- Directed by: S.A. Akbar
- Starring: Mehmood; Sonia Sahni; I. S. Johar; Aruna Irani;
- Release date: 1971;
- Country: India
- Language: Hindi

= Johar Mehmood in Hong Kong =

Johar Mehmood in Hong Kong is a 1971 Bollywood comedy film directed by S.A. Akbar. The film stars Mehmood and I. S. Johar. Its part of a comedy series that included Johar-Mehmood in Goa (1965), Johar in Kashmir (1966) and Johar in Bombay (1967).

==Synopsis==

Johar Mehmood in Hong Kong is an intelligence satire, the basic of all I. S. Johar films, in which it is left to the viewer how he interprets the scenes with laughter or introspection.

The film is the story of two conmen, Ramesh (I. S. Johar) and Mahesh (Mehmood), whose only life purposes are to make the most money by cheating and theft. They land in the hands of a high-profile Portuguese dictator (Kamal Kapoor), who wants to blow up India with the formula of an atomic bomb, a Nuclear weapon developed by a scientist of Hong Kong, who is killed along with his daughter by high treasonous thieves in the hope of securing the formula, which, however, the scientist has already secured in a safe deposit locker in the Bank of Hong Kong. Coincidentally, the scientist's daughter is a look-alike of a girl called Ms. Sonia / Usha Roy (Sonia Sahni), who the dictator wants to act as the deceased patriotic daughter, go to the bank using her identity and take out the formula, to be later secured by him, and misused against India. For this, he makes Mr. Pran (Pran), his CID officer to be close to Sonia as her engaged partner, after she wins the Beauty contest of Miss Bombay. Simultaneously, he orders another of his cronies, Ramayan Tiwari, to pursue Ramesh and Mahesh, that they should also become the love interests of Sonia, so that she could be brought to Hong Kong on some pretext or the other. The story takes a turn when Mahesh really falls in love with Sonia, while posing as a blind man, out to win her sympathies, but not before she realizes the truth and is totally hurt, that he tried to cheat her as a blind man. Repentant Ramesh and Mahesh now becoming totally patriotic, decide to go to Hong Kong with Sonia and catch the culprits who want to inflict such drastic harm to India.

==Cast==
- Mehmood as Mahesh / Ms. Dhanwanti / Panditji
- I. S. Johar as Ramesh / Prince Of Pagdandi / Sheikh Nek Sirat / Dr. Eyewalla
- Sonia Sahni as Ms. Sonia / Usha Roy
- Aruna Irani
- Pran as Mr. Pran
- Kamal Kapoor as Boss
- Tun Tun as Sonia's Aunt
- Murad
- Ramayan Tiwari as Diwan Tiwari
- Manorama
- Agha
- Madhumati
- Mehmood Jr.
- Raj Kishore

==Music==
Composed by Kalyanji-Anandi with assistants Laxmikant-Pyarelal with lyrics by Qamar Jalalabadi.

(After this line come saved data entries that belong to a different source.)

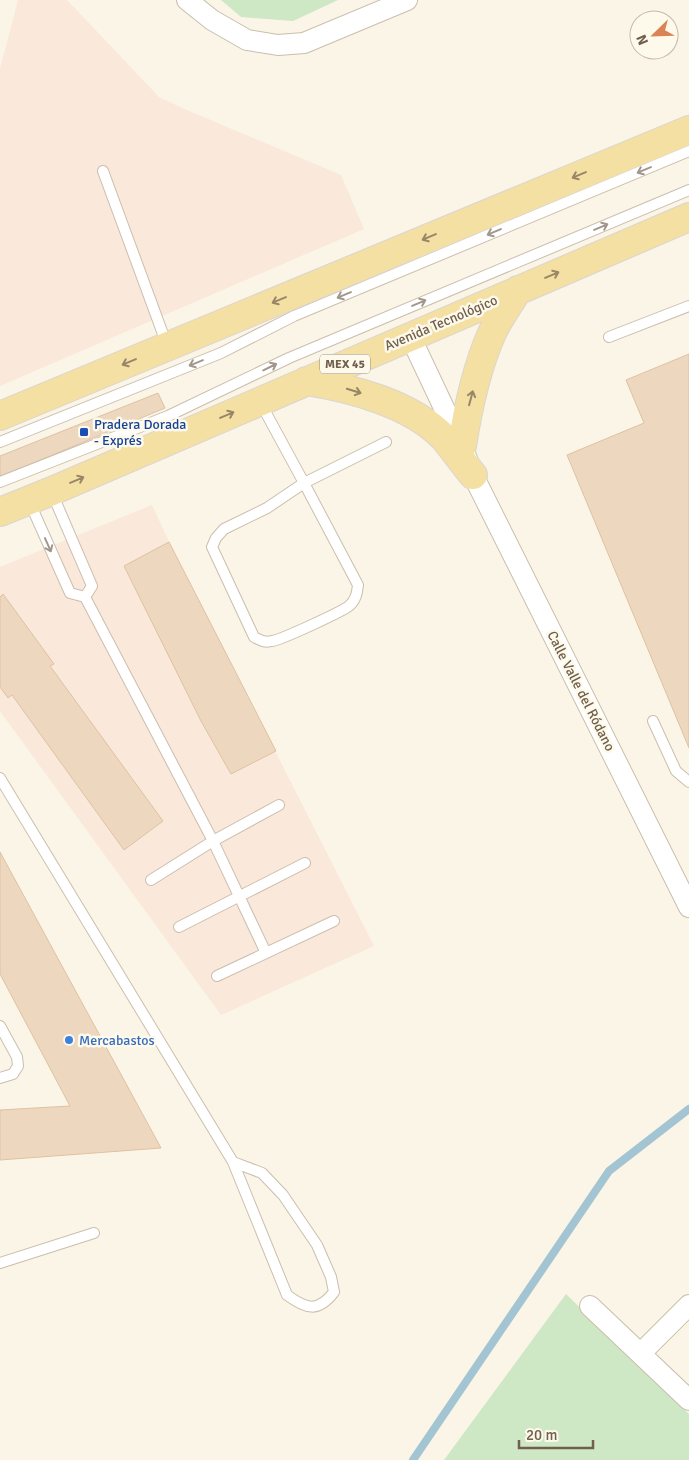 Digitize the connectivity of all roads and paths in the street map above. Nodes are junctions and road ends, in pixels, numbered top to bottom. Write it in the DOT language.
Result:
graph roads {
  1 [pos="187,0"];
  2 [pos="407,0"];
  3 [pos="689,130"];
  4 [pos="689,151"];
  5 [pos="103,171"];
  6 [pos="689,190"];
  7 [pos="689,217"];
  8 [pos="518,290"];
  9 [pos="689,306"];
  10 [pos="410,336"];
  11 [pos="609,337"];
  12 [pos="167,346"];
  13 [pos="306,381"];
  14 [pos="259,401"];
  15 [pos="0,416"];
  16 [pos="0,442"];
  17 [pos="386,442"];
  18 [pos="462,446"];
  19 [pos="473,475"];
  20 [pos="0,482"];
  21 [pos="304,482"];
  22 [pos="40,496"];
  23 [pos="0,512"];
  24 [pos="85,597"];
  25 [pos="653,721"];
  26 [pos="0,778"];
  27 [pos="689,782"];
  28 [pos="279,805"];
  29 [pos="213,841"];
  30 [pos="305,862"];
  31 [pos="151,880"];
  32 [pos="238,897"];
  33 [pos="689,907"];
  34 [pos="334,921"];
  35 [pos="179,927"];
  36 [pos="266,953"];
  37 [pos="217,976"];
  38 [pos="0,1026"];
  39 [pos="0,1078"];
  40 [pos="233,1162"];
  41 [pos="94,1233"];
  42 [pos="0,1263"];
  43 [pos="689,1305"];
  44 [pos="590,1306"];
  45 [pos="641,1354"];
  46 [pos="689,1400"];
  1 -- 2 [label="street"];
  3 -- 12 [label="main road, one-way"];
  4 -- 16 [label="lane, one-way"];
  5 -- 12 [label="lane"];
  20 -- 6 [label="lane, one-way"];
  8 -- 7 [label="main road, Avenida Tecnológico / MEX 45, one-way"];
  8 -- 10 [label="main road, Avenida Tecnológico / MEX 45"];
  18 -- 8 [label="main road, one-way"];
  9 -- 11 [label="lane"];
  10 -- 13 [label="main road, Avenida Tecnológico / MEX 45"];
  10 -- 18 [label="street, Calle Valle del Ródano"];
  12 -- 15 [label="main road, one-way"];
  13 -- 14 [label="main road, Avenida Tecnológico / MEX 45"];
  13 -- 19 [label="main road, one-way"];
  14 -- 21 [label="lane"];
  22 -- 14 [label="main road, Avenida Tecnológico / MEX 45, one-way"];
  17 -- 21 [label="lane"];
  18 -- 19 [label="street, Calle Valle del Ródano"];
  19 -- 33 [label="street, Calle Valle del Ródano"];
  21 -- 21 [label="lane"];
  22 -- 23 [label="main road, Avenida Tecnológico / MEX 45"];
  22 -- 24 [label="lane"];
  22 -- 24 [label="lane, one-way"];
  24 -- 29 [label="lane"];
  25 -- 27 [label="lane"];
  26 -- 40 [label="lane"];
  28 -- 29 [label="lane"];
  29 -- 31 [label="lane"];
  29 -- 32 [label="lane"];
  30 -- 32 [label="lane"];
  32 -- 35 [label="lane"];
  32 -- 36 [label="lane"];
  34 -- 36 [label="lane"];
  36 -- 37 [label="lane"];
  38 -- 39 [label="lane"];
  40 -- 40 [label="lane"];
  41 -- 42 [label="lane"];
  43 -- 45 [label="street"];
  44 -- 45 [label="street"];
  45 -- 46 [label="street"];
}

1. "He Mai Jab Jab Pir Padi, O Ambe Mayyaa" - Mohammed Rafi, Mukesh
2. "Nathaniya Haale To Bada Maza" - Shamshad Begum
3. "Jalati Hai Duniyaa, Pyaar Ki Gaadi Chalati Rahe" - Mukesh, Usha Khanna
4. "Tumhare Dil Ko Ulfat Ka" - Usha Timothy, Laxmi Shankar
5. "Mehbooba Mehbooba Mehbooba" - Mohammed Rafi
6. "Balam Calcutta Pahunch Gaye" - Asha Bhosle, Usha Mangeshkar
7. "Tu Jane Ya Na Jane Tum Jaoge Jahan" - Mohammed Rafi, Manna Dey

The song "Mehbooba Mehbooba Mehbooba" is picturised on Jr. Mehmood in this film, but the original song is from "Sadhu Aur Shaitan (1968) and picturised on Mehmood and Bharathi.